### What this task involves
Here the job is to restate every entry word for word.

++++ Records for this task

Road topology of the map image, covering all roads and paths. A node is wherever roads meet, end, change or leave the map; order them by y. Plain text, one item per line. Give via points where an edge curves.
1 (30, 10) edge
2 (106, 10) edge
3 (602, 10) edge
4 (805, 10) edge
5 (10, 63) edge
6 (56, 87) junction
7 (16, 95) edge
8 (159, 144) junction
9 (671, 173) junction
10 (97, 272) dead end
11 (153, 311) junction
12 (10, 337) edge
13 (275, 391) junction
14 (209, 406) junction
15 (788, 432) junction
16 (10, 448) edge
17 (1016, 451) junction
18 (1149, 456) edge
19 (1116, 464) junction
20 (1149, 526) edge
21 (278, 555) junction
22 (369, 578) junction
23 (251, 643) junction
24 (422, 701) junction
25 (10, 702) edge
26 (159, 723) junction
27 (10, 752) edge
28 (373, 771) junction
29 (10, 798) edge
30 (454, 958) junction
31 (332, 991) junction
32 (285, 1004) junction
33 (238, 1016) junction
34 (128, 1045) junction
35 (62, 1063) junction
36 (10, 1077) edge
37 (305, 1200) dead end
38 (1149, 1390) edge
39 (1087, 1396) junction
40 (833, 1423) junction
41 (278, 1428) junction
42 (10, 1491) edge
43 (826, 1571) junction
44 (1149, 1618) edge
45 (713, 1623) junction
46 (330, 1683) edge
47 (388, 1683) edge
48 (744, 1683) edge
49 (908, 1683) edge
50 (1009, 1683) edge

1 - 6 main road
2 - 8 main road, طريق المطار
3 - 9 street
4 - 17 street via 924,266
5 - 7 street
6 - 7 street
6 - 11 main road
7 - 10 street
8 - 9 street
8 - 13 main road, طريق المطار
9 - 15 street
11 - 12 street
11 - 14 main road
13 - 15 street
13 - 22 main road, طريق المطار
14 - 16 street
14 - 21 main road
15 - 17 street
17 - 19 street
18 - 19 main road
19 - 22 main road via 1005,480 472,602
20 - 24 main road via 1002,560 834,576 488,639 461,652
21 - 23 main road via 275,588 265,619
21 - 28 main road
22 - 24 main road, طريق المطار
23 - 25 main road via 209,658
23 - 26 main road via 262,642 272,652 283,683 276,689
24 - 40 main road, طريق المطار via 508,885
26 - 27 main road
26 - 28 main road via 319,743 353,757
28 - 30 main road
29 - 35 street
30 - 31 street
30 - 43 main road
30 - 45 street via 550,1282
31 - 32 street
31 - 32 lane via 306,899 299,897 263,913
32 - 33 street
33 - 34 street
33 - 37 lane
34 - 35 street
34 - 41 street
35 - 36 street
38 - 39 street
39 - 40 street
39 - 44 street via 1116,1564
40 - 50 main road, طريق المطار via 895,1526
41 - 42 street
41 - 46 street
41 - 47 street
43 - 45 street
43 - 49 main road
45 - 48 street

++++++++

### Result
Road topology of the map image, covering all roads and paths. A node is wherever roads meet, end, change or leave the map; order them by y. Plain text, one item per line. Give via points where an edge curves.
1 (30, 10) edge
2 (106, 10) edge
3 (602, 10) edge
4 (805, 10) edge
5 (10, 63) edge
6 (56, 87) junction
7 (16, 95) edge
8 (159, 144) junction
9 (671, 173) junction
10 (97, 272) dead end
11 (153, 311) junction
12 (10, 337) edge
13 (275, 391) junction
14 (209, 406) junction
15 (788, 432) junction
16 (10, 448) edge
17 (1016, 451) junction
18 (1149, 456) edge
19 (1116, 464) junction
20 (1149, 526) edge
21 (278, 555) junction
22 (369, 578) junction
23 (251, 643) junction
24 (422, 701) junction
25 (10, 702) edge
26 (159, 723) junction
27 (10, 752) edge
28 (373, 771) junction
29 (10, 798) edge
30 (454, 958) junction
31 (332, 991) junction
32 (285, 1004) junction
33 (238, 1016) junction
34 (128, 1045) junction
35 (62, 1063) junction
36 (10, 1077) edge
37 (305, 1200) dead end
38 (1149, 1390) edge
39 (1087, 1396) junction
40 (833, 1423) junction
41 (278, 1428) junction
42 (10, 1491) edge
43 (826, 1571) junction
44 (1149, 1618) edge
45 (713, 1623) junction
46 (330, 1683) edge
47 (388, 1683) edge
48 (744, 1683) edge
49 (908, 1683) edge
50 (1009, 1683) edge

1 - 6 main road
2 - 8 main road, طريق المطار
3 - 9 street
4 - 17 street via 924,266
5 - 7 street
6 - 7 street
6 - 11 main road
7 - 10 street
8 - 9 street
8 - 13 main road, طريق المطار
9 - 15 street
11 - 12 street
11 - 14 main road
13 - 15 street
13 - 22 main road, طريق المطار
14 - 16 street
14 - 21 main road
15 - 17 street
17 - 19 street
18 - 19 main road
19 - 22 main road via 1005,480 472,602
20 - 24 main road via 1002,560 834,576 488,639 461,652
21 - 23 main road via 275,588 265,619
21 - 28 main road
22 - 24 main road, طريق المطار
23 - 25 main road via 209,658
23 - 26 main road via 262,642 272,652 283,683 276,689
24 - 40 main road, طريق المطار via 508,885
26 - 27 main road
26 - 28 main road via 319,743 353,757
28 - 30 main road
29 - 35 street
30 - 31 street
30 - 43 main road
30 - 45 street via 550,1282
31 - 32 street
31 - 32 lane via 306,899 299,897 263,913
32 - 33 street
33 - 34 street
33 - 37 lane
34 - 35 street
34 - 41 street
35 - 36 street
38 - 39 street
39 - 40 street
39 - 44 street via 1116,1564
40 - 50 main road, طريق المطار via 895,1526
41 - 42 street
41 - 46 street
41 - 47 street
43 - 45 street
43 - 49 main road
45 - 48 street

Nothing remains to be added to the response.